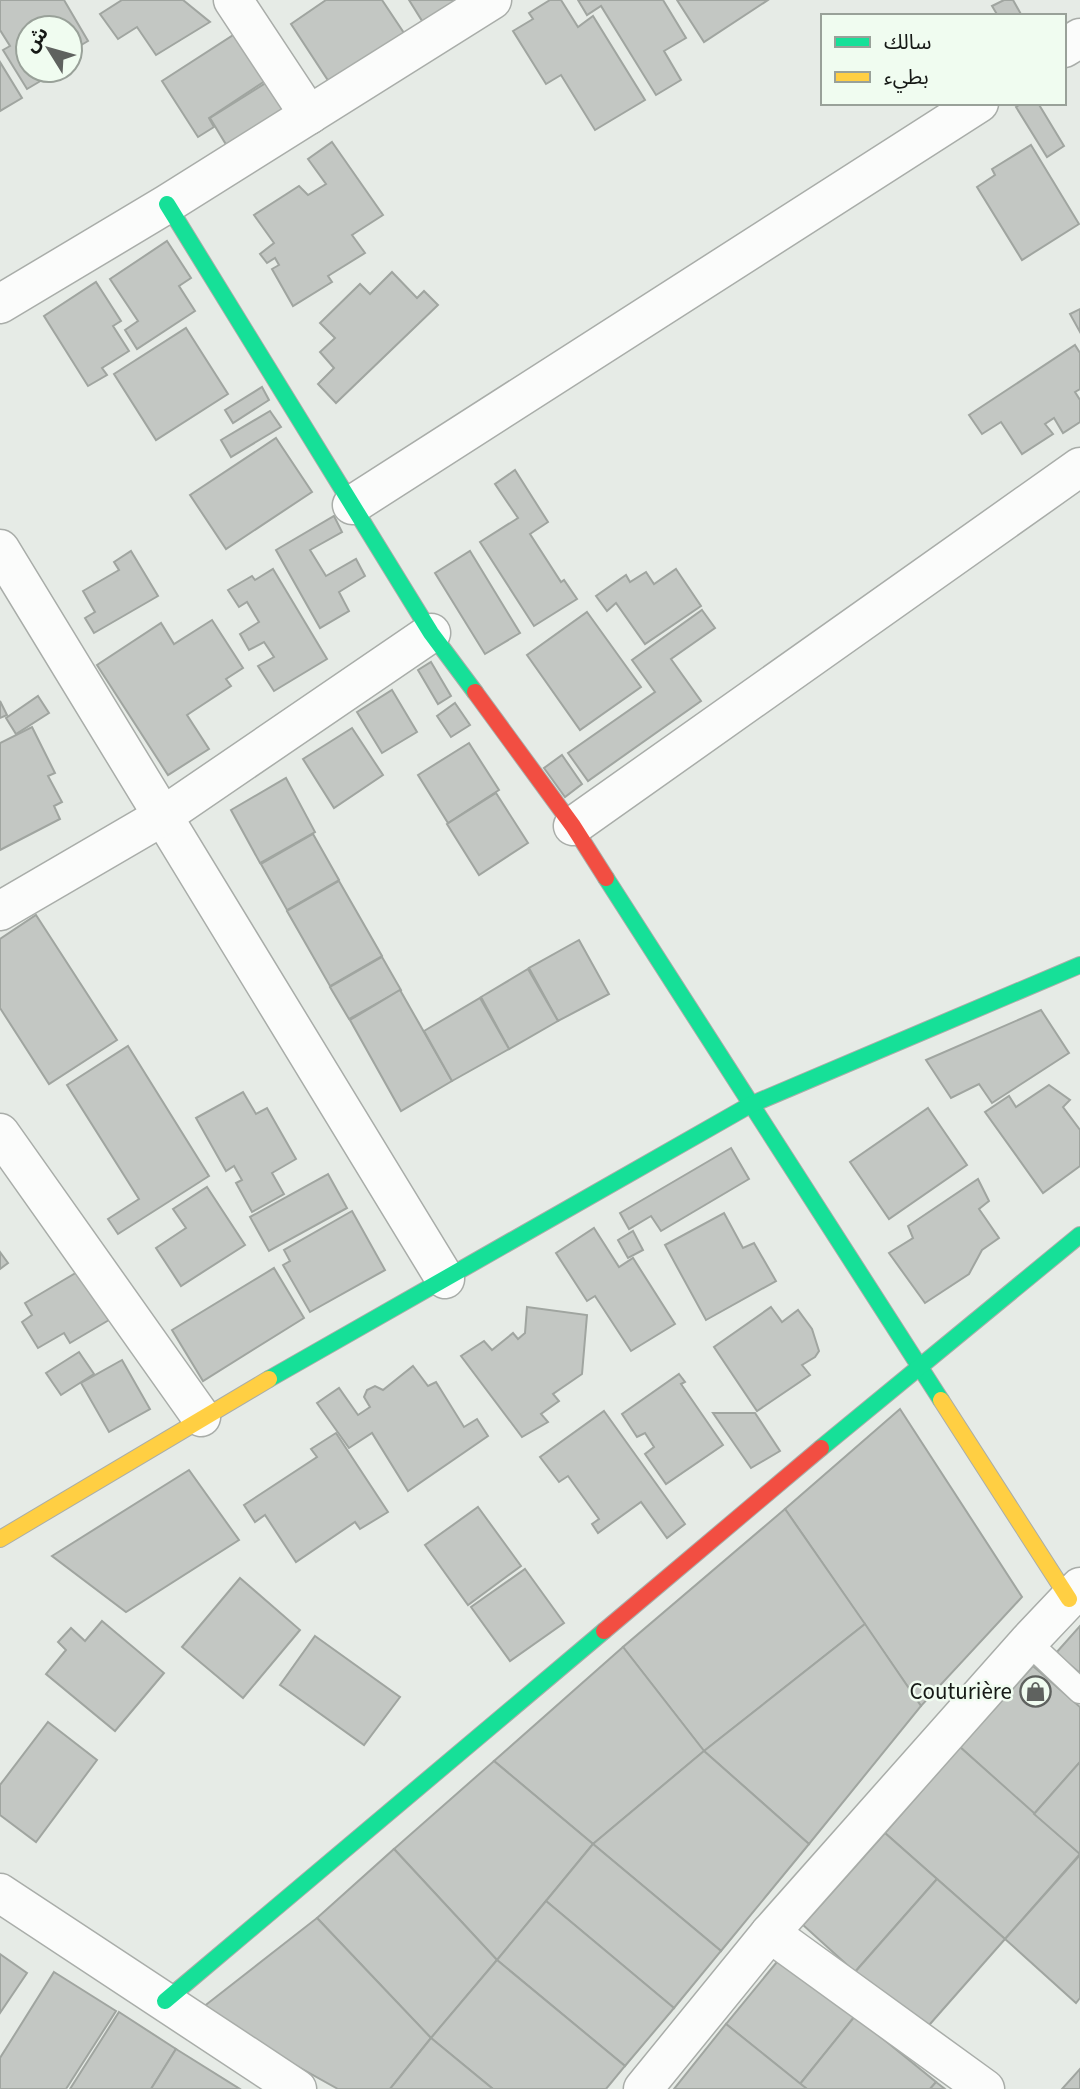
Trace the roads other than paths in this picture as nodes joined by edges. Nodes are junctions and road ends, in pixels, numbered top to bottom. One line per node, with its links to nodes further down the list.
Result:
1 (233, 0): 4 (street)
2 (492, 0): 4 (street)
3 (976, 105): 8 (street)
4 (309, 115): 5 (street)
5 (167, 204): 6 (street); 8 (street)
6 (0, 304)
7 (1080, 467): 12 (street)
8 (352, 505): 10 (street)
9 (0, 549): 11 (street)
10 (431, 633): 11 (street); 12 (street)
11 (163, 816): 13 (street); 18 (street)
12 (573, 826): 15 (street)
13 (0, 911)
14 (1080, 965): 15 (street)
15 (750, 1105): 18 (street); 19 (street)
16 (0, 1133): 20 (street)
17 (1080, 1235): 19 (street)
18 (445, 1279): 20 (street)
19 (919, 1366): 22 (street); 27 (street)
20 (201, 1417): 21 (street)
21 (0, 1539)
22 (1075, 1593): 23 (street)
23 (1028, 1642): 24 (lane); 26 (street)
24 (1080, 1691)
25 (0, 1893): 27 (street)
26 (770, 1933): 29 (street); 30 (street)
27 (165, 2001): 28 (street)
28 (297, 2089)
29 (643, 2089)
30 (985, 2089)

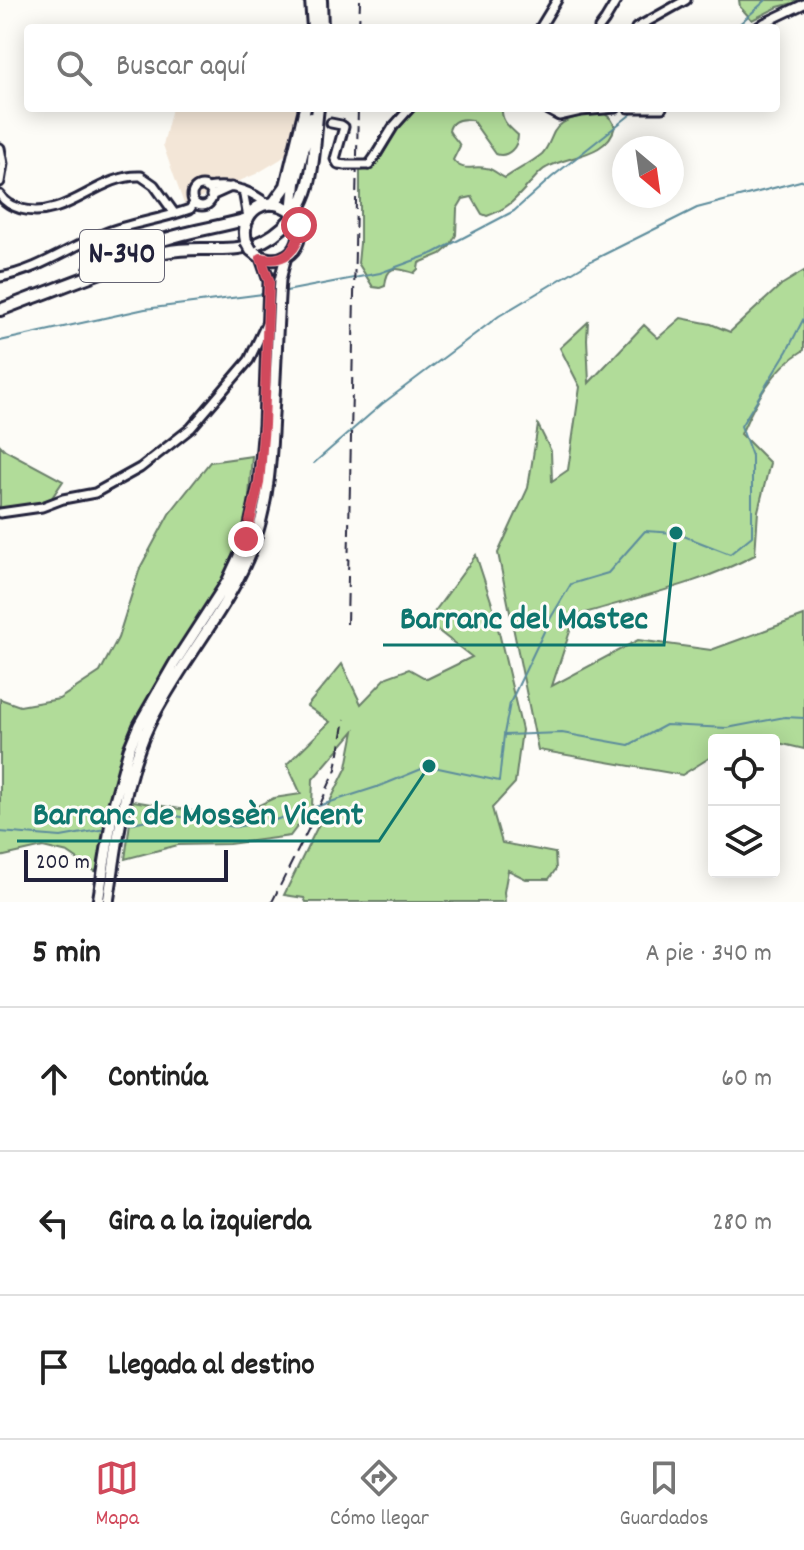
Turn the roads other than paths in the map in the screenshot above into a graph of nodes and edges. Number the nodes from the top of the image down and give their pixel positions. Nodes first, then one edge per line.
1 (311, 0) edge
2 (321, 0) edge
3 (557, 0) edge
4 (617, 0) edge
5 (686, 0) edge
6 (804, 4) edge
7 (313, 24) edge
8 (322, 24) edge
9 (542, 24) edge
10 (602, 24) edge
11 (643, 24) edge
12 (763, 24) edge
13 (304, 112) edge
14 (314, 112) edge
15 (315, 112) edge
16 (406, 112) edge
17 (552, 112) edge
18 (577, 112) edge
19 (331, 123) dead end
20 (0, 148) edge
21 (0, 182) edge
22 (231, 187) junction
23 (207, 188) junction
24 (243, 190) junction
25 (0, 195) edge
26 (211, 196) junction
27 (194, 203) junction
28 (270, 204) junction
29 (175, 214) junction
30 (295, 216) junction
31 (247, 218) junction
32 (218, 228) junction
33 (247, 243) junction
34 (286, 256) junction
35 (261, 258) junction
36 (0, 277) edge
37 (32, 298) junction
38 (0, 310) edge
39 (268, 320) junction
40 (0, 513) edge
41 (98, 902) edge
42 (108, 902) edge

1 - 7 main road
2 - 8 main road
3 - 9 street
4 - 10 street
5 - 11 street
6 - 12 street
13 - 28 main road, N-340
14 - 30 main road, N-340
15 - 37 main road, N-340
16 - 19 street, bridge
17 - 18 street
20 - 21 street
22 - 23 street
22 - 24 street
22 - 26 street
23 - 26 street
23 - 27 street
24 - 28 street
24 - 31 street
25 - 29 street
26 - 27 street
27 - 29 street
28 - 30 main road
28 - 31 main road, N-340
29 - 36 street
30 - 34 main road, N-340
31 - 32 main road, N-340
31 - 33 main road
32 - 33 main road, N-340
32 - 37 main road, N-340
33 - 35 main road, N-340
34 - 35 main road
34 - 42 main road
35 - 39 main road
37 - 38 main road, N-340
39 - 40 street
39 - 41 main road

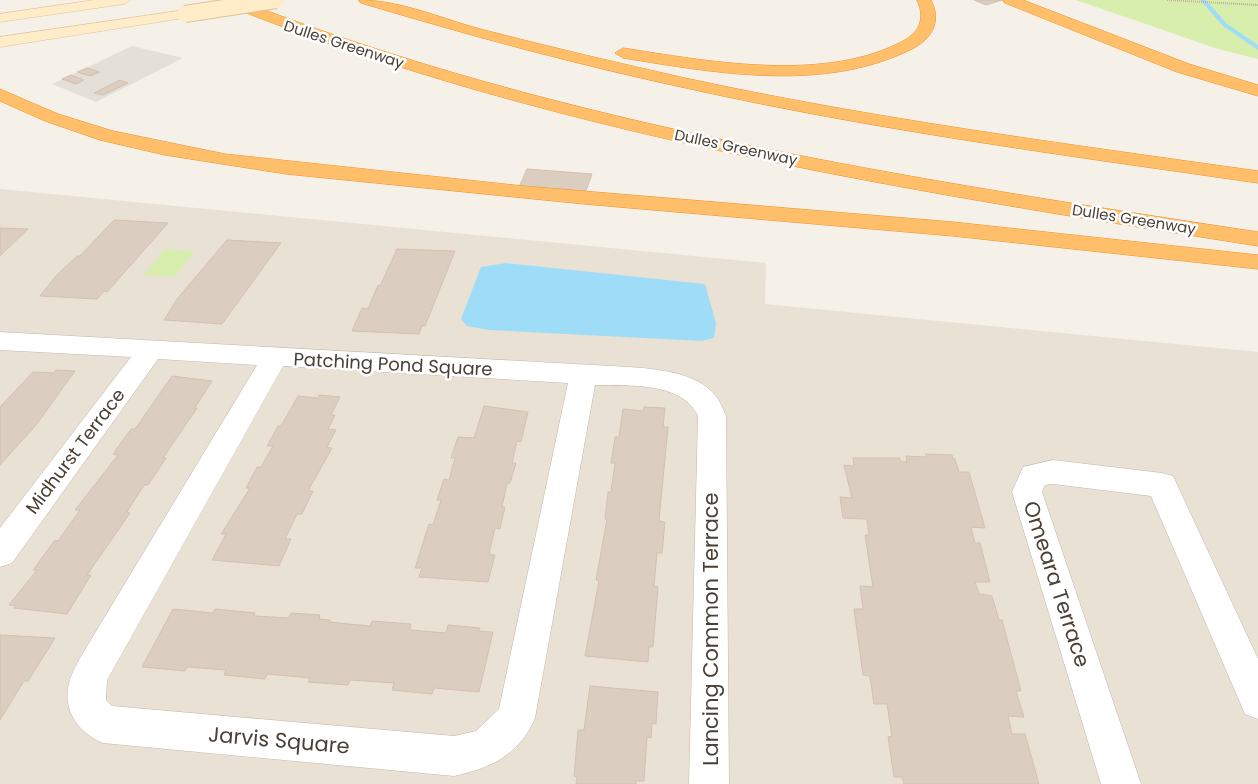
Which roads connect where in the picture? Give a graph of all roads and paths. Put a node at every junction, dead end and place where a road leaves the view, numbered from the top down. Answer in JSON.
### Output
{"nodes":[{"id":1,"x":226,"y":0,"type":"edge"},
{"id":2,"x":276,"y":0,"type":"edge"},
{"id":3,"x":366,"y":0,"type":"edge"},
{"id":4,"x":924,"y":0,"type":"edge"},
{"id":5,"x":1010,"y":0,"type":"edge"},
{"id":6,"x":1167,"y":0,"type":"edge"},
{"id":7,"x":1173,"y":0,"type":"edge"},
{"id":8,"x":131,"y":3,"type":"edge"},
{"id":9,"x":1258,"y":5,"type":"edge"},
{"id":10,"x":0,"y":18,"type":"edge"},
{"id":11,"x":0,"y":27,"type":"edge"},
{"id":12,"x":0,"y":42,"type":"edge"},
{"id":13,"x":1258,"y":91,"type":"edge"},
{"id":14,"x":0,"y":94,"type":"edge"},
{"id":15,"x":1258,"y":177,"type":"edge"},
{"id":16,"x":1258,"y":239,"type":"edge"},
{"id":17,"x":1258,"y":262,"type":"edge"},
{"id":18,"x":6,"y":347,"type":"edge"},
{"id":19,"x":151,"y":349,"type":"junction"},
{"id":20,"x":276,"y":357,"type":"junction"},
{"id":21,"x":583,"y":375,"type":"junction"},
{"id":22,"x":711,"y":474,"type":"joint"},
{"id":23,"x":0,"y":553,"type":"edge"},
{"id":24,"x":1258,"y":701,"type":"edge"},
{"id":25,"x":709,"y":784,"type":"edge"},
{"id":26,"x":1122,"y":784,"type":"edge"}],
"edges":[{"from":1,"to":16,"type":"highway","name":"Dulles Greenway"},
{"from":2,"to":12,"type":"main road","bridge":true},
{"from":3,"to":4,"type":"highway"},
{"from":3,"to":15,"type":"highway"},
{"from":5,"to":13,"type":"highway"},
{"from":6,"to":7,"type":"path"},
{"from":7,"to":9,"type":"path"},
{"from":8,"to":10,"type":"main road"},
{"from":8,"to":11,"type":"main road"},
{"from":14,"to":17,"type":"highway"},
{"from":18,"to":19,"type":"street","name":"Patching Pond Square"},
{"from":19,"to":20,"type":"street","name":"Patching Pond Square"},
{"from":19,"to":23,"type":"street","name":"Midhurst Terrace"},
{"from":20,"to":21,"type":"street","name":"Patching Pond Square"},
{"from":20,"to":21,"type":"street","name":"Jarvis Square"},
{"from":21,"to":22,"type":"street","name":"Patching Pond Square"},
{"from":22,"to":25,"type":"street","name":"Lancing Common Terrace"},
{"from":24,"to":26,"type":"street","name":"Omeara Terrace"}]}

#####

*Directions for this task*. The word "other" is the filter: copy every line of the listing above that contains it.

*Reply to the exercise*.
Trace the roads other than paths in this picture as nodes joined by edges. Nodes are junctions and road ends, in pixels, numbered top to bottom. One line per node, with its links to nodes further down the list.
Turn the roads other than paths in the map in the screenshot above into a graph of nodes and edges. Number the nodes from the top of the image down and give their pixel positions. Nodes first, then one edge per line.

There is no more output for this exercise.